I am not a space shuttle programmer, I am a lowly Flash Developer so I only write IL for security-flaw-ridden-virtual-machine-software-blitters. Though statistically, perhaps I am “better” than space shuttle programmers at programming because so far my code has a 0% mortality rate.
In my domain, math libraries are probably most likely to be called systems that cannot fail. In games, math libraries cannot fail — well except, of course, when they can: like when you ask them to successfully divide by zero or slerp Euler rotations without gimbal lock. Putting on our meta-analysis hats for a moment, we realize that these things can only be considered “failures” if we accept that using them incorrectly is correct usage.

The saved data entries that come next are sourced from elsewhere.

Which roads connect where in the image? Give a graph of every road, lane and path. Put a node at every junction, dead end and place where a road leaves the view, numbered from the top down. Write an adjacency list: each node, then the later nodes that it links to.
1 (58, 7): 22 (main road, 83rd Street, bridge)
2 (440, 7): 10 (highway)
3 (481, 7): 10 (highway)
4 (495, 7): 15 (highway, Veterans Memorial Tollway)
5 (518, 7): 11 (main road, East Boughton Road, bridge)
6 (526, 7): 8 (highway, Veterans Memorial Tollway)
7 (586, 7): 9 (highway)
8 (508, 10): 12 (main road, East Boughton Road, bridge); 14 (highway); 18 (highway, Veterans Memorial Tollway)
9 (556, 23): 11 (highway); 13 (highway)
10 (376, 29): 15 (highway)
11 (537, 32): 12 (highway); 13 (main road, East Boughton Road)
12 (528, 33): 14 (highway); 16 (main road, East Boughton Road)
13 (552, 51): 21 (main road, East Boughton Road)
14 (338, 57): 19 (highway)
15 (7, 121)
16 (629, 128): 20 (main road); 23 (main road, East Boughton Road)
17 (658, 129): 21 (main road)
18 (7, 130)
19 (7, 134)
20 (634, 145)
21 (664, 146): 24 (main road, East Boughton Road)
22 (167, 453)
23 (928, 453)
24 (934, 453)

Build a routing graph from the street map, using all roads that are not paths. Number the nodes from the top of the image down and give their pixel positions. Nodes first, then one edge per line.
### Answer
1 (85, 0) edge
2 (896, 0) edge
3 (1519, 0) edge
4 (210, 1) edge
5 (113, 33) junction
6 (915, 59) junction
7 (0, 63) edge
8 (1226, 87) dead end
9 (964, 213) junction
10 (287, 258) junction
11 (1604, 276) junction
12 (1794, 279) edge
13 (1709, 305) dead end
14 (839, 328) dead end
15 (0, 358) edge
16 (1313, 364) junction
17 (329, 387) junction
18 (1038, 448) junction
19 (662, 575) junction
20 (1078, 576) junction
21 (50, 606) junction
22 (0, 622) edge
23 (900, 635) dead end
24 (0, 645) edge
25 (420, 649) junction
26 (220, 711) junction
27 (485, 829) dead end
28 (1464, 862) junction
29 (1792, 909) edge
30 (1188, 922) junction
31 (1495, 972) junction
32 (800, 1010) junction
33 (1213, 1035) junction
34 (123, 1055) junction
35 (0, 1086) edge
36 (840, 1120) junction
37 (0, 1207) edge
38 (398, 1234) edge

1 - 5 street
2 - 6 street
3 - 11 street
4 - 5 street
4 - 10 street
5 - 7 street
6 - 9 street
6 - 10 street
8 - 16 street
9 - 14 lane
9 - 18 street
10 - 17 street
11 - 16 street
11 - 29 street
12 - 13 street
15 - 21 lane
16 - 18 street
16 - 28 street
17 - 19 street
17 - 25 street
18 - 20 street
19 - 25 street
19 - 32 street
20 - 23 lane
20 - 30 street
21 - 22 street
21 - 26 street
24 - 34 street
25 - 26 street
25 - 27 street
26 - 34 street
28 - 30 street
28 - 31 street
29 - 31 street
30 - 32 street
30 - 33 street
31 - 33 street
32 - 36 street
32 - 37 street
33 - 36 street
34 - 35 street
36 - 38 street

And that’s where this “failure is not an option” train starts to derail (and it IS a train), because it turns out that using things incorrectly is a very human thing to do. Give me a system and I promise you I can use it incorrectly. Write a system and the only certainty is that someone else will use it differently than you intended. And, to be fair, the Universe seems to do this too, which is why we invented ECC RAM so those freaking cosmic rays don’t affect our PUBG chicken dinners. Thus, when we’re writing, we have to think long and hard about the various failures of the systems we’re writing and the failures of the systems we’re consuming.
“Core systems cannot fail” — you know, like I/O. A core requirement for any kernel. It is very strange then that S3 replicates data across AZs or that proper usage of any I/O interface is to just try writing to it while catching errors that pop up.
The lesson here is that instead of trying to write software that cannot fail, we should generally be writing software where failure is well-defined. I’m not sure if this is a result or a distillation of Worse is Better. Out with it at the get-go: stop making developers that consume your code stand out in the middle of a field with a witching stick, trying to divine where the failure cases lie or what failure even is — and for the love of witching sticks, stop denying that failures exist.
Many may now think that I am recommending writing garbage code. How do we balance writing “good simple systems” against the fact that they can fail because of bugs or misuse or maybe (among other options) high energy protons and atomic nuclei?
I recently hung some wallpaper in our upstairs bathroom. The thing about hanging wallpaper is that sheets of wallpaper likely have a different topology than your wall. This is unfortunately a mathematical truth of isometries (at least, for “non-stretchy” wallpaper). The result is that you get wrinkles here and there. What do you do with these wrinkles then? Well first, you don’t ignore them. Then you group them together to make bigger wrinkles, then you move them to a spot where the wrinkles don’t matter so much— like perhaps behind the vanity, or under a light-switch.
This is how we should author software systems.
Instead of stamping out lots of small failure cases, cutting holes in our wallpaper — try orienting the system design around large failure cases that shake the smaller ones out. Then instead of fixing them, document them. Sometimes (don’t hate me), documentation IS the fix.
This is the wallpaper method of systems design.